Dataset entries
___
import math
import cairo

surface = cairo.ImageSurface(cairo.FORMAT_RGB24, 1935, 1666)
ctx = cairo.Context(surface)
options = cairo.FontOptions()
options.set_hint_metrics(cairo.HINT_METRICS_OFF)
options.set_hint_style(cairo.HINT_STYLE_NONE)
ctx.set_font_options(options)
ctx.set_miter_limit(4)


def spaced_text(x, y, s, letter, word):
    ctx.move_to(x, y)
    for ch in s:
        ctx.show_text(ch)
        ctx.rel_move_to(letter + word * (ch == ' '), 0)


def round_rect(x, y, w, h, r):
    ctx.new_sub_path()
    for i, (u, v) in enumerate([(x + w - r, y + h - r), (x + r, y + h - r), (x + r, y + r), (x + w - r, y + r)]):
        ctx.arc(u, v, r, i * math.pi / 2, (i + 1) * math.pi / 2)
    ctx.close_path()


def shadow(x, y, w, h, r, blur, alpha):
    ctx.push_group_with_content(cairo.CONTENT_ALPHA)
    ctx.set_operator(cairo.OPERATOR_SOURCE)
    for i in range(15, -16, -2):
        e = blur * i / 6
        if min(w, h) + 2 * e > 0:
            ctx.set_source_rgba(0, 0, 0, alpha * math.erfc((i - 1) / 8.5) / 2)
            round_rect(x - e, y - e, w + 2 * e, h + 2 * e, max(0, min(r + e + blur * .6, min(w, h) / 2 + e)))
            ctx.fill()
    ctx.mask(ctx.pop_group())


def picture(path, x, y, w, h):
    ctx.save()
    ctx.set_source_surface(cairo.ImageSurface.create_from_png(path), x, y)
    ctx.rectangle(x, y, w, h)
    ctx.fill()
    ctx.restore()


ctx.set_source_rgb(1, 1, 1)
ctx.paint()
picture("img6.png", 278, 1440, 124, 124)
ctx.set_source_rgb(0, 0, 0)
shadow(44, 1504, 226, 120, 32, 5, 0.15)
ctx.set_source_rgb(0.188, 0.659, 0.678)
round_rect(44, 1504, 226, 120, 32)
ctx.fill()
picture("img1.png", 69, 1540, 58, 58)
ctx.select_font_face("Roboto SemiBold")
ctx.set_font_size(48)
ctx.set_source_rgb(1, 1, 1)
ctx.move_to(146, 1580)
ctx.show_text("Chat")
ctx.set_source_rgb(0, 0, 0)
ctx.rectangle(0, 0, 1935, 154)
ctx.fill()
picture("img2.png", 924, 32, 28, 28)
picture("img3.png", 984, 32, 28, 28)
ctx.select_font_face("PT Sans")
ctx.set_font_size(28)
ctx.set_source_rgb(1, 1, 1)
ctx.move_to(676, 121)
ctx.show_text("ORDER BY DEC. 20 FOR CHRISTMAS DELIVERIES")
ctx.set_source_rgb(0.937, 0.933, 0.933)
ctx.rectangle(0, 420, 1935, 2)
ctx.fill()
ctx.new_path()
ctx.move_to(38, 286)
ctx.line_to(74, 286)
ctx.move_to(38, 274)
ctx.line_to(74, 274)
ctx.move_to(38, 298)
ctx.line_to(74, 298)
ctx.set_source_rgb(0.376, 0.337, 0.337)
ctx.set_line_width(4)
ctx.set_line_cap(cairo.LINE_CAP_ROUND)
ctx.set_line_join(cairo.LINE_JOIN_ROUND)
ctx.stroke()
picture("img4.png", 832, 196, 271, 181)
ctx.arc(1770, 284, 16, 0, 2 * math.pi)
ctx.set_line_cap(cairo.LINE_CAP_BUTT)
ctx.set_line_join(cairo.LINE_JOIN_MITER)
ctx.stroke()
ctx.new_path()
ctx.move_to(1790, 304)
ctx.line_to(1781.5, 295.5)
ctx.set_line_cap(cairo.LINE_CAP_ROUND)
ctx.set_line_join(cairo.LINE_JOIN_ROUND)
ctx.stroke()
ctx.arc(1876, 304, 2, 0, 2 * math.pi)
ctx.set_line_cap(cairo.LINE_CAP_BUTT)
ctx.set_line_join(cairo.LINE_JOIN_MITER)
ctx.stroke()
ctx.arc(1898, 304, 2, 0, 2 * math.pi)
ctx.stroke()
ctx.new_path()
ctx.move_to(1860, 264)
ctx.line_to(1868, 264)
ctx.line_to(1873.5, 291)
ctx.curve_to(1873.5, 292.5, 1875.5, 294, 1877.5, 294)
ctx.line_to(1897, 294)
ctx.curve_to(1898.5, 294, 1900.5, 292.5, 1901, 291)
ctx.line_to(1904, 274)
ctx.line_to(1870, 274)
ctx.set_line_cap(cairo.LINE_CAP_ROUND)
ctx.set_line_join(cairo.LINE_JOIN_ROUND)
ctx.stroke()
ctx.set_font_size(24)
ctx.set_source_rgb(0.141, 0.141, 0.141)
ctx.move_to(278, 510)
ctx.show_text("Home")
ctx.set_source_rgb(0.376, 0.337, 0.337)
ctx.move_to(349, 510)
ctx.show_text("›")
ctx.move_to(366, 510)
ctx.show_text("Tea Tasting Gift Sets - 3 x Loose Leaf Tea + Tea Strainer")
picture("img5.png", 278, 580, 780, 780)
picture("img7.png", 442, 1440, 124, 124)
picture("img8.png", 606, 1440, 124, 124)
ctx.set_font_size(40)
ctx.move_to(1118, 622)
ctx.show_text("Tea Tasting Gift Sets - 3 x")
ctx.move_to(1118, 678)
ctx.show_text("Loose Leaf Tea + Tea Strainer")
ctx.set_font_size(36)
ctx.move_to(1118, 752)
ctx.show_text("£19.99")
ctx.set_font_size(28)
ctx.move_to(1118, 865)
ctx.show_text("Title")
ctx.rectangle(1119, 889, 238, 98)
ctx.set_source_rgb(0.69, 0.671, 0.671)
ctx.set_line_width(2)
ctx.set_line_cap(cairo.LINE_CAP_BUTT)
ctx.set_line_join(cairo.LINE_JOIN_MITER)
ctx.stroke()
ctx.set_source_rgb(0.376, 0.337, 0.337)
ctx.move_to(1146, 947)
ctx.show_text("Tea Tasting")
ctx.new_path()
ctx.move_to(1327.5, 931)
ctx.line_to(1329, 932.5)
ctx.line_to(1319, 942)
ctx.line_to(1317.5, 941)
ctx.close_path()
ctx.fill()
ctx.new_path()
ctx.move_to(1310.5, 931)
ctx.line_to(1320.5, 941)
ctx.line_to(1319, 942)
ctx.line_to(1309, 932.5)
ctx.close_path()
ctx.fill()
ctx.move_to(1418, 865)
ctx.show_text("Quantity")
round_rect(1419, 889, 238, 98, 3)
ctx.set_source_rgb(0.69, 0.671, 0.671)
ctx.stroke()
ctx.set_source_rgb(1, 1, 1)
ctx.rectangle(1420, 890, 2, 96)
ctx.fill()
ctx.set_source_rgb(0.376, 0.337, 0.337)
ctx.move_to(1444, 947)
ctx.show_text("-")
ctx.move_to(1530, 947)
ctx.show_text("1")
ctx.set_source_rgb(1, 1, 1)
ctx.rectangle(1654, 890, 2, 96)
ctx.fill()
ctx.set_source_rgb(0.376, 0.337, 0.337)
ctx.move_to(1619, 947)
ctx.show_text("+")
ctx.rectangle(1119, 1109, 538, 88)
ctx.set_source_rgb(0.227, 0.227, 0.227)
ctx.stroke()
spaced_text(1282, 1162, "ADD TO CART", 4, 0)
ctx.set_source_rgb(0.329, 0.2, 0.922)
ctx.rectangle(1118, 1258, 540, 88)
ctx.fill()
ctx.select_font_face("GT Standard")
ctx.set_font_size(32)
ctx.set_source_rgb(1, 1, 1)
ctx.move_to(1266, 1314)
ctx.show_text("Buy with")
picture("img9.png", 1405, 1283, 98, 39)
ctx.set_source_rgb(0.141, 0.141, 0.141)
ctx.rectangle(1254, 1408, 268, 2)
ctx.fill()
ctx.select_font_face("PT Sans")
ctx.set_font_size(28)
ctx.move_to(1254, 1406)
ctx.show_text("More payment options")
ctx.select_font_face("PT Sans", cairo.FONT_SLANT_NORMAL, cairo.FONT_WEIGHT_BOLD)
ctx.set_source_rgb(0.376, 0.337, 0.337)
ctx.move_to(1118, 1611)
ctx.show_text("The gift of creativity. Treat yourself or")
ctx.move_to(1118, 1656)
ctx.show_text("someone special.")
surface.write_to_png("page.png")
___
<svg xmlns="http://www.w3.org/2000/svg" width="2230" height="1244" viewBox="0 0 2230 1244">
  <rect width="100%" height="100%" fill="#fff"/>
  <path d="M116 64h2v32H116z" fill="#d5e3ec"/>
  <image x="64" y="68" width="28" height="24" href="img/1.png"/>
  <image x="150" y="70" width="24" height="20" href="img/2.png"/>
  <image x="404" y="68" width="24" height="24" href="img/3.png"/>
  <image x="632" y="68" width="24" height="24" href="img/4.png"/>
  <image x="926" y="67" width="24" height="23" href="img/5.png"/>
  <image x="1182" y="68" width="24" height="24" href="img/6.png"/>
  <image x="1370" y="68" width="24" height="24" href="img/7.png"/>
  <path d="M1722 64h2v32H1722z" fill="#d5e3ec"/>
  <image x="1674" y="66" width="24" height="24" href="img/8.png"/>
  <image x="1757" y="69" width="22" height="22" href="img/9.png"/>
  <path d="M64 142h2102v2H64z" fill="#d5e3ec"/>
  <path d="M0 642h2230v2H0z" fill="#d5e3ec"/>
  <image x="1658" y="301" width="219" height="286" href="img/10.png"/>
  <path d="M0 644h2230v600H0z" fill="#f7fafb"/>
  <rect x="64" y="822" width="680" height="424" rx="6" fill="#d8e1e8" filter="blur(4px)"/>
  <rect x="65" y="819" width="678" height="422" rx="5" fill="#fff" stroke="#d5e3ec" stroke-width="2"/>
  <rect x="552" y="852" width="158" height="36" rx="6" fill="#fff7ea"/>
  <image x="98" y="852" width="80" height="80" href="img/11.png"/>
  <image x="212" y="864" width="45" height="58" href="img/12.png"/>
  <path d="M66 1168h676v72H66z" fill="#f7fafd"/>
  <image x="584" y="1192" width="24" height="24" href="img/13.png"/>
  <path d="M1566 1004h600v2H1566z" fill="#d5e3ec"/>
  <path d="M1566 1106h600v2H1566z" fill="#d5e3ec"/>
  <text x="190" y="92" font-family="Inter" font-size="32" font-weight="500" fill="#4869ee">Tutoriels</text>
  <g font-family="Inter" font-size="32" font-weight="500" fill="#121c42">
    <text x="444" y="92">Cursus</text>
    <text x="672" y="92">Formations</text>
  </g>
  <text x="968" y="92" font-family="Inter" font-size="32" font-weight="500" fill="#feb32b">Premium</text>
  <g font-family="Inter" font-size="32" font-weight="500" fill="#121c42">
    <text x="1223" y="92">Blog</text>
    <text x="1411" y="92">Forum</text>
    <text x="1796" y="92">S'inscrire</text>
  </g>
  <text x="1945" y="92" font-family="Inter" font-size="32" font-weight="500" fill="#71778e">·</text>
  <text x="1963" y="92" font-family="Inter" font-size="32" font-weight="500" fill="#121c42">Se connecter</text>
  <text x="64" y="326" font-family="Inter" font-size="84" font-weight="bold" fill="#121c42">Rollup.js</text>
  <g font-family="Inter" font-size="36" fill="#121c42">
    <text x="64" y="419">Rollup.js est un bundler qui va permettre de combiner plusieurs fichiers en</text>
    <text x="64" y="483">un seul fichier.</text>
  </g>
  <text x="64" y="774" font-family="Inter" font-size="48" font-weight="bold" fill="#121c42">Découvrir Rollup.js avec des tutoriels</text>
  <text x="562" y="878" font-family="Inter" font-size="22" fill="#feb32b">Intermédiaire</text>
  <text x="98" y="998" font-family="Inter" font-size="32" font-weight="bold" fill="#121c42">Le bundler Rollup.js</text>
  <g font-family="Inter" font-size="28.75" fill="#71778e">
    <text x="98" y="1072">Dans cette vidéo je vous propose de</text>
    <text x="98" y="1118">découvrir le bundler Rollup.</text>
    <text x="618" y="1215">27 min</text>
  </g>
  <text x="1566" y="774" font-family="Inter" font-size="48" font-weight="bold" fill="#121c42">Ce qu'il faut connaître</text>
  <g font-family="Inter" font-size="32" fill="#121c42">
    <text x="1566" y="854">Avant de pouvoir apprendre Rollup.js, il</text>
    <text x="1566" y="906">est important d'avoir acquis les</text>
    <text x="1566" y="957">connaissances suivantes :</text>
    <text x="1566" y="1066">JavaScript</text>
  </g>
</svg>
___
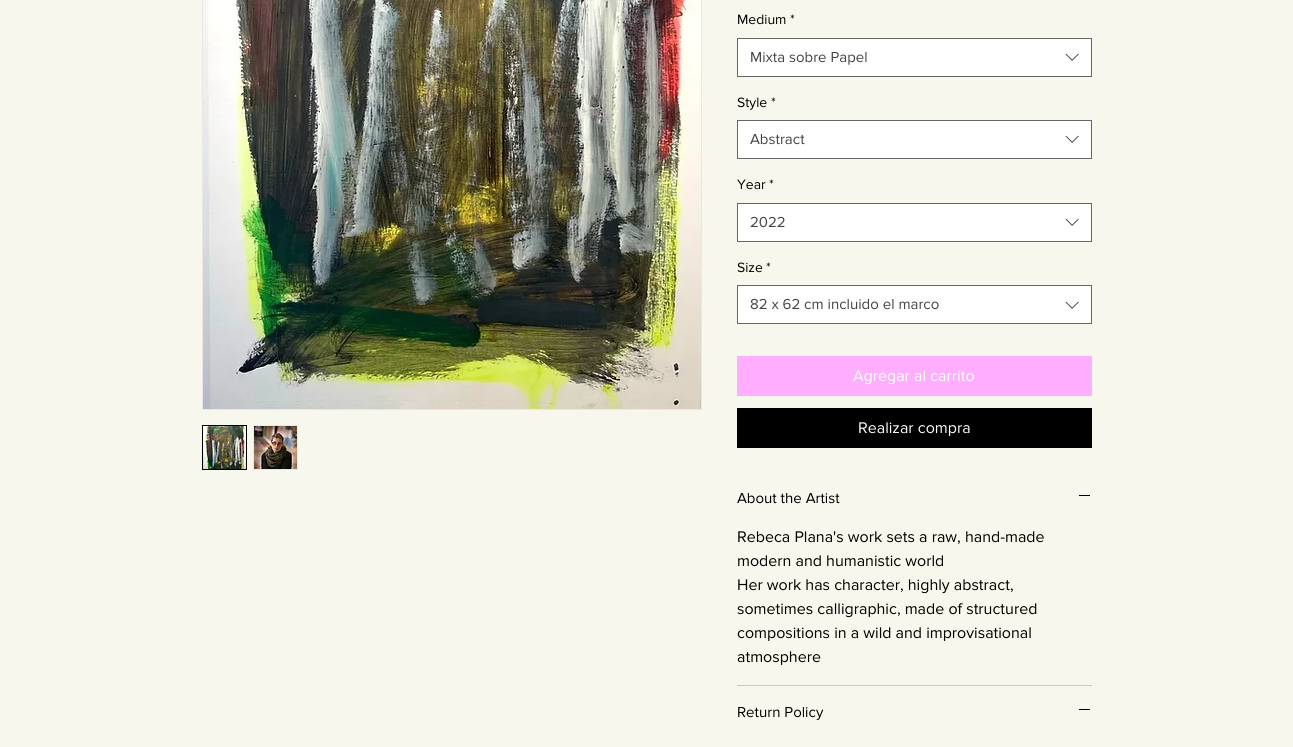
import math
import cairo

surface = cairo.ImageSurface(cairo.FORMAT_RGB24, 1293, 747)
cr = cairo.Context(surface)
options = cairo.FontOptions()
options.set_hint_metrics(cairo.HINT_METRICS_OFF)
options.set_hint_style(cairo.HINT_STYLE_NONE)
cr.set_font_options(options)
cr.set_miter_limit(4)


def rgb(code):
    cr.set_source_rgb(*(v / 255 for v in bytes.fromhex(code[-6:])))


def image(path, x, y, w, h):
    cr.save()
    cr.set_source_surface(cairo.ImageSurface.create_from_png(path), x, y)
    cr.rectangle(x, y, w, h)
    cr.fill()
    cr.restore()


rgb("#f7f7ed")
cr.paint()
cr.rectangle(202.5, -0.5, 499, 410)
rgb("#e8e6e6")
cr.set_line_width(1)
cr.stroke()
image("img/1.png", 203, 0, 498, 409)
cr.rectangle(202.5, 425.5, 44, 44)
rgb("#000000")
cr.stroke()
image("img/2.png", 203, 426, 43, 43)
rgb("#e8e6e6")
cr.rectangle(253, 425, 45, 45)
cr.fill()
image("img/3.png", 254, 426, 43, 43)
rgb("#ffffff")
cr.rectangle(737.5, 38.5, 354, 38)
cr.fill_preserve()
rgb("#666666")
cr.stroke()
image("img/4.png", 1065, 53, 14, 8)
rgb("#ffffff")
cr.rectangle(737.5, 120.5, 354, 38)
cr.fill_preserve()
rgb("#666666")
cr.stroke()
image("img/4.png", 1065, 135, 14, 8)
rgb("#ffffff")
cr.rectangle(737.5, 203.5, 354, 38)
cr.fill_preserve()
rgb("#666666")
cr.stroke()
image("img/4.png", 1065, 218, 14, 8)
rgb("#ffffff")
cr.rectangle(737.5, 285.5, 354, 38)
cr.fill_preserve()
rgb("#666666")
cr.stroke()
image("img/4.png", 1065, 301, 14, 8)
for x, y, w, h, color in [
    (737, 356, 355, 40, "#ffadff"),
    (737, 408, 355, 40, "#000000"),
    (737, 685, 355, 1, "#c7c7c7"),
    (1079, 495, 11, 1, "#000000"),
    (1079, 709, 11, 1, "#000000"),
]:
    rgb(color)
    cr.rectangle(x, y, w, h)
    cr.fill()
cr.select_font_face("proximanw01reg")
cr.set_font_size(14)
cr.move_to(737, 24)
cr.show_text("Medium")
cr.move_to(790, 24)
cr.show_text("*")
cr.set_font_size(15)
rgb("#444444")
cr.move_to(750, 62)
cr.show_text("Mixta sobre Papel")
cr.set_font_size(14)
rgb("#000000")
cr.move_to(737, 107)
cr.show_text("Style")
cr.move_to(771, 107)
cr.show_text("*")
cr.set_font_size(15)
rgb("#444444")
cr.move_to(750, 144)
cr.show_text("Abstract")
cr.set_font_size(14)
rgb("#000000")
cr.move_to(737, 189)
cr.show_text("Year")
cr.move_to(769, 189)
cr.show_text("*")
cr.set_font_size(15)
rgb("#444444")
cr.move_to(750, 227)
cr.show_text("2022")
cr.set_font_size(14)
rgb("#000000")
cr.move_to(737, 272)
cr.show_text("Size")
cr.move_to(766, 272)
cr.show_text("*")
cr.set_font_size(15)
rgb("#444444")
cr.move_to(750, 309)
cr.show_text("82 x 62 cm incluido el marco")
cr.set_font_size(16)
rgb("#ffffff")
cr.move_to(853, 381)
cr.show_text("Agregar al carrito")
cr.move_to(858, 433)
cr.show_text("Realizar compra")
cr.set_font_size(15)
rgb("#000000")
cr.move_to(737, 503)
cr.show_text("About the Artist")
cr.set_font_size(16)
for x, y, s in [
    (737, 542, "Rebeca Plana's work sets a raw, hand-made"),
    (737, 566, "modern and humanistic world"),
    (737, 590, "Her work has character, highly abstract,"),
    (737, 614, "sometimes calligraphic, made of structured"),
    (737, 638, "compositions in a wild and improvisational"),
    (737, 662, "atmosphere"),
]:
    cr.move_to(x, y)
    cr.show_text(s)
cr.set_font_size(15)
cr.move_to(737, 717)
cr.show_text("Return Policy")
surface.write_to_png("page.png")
___
What the exercise asks :: Select all lines with the word "Context" from the entries above.

Response area ::
ctx = cairo.Context(surface)
cr = cairo.Context(surface)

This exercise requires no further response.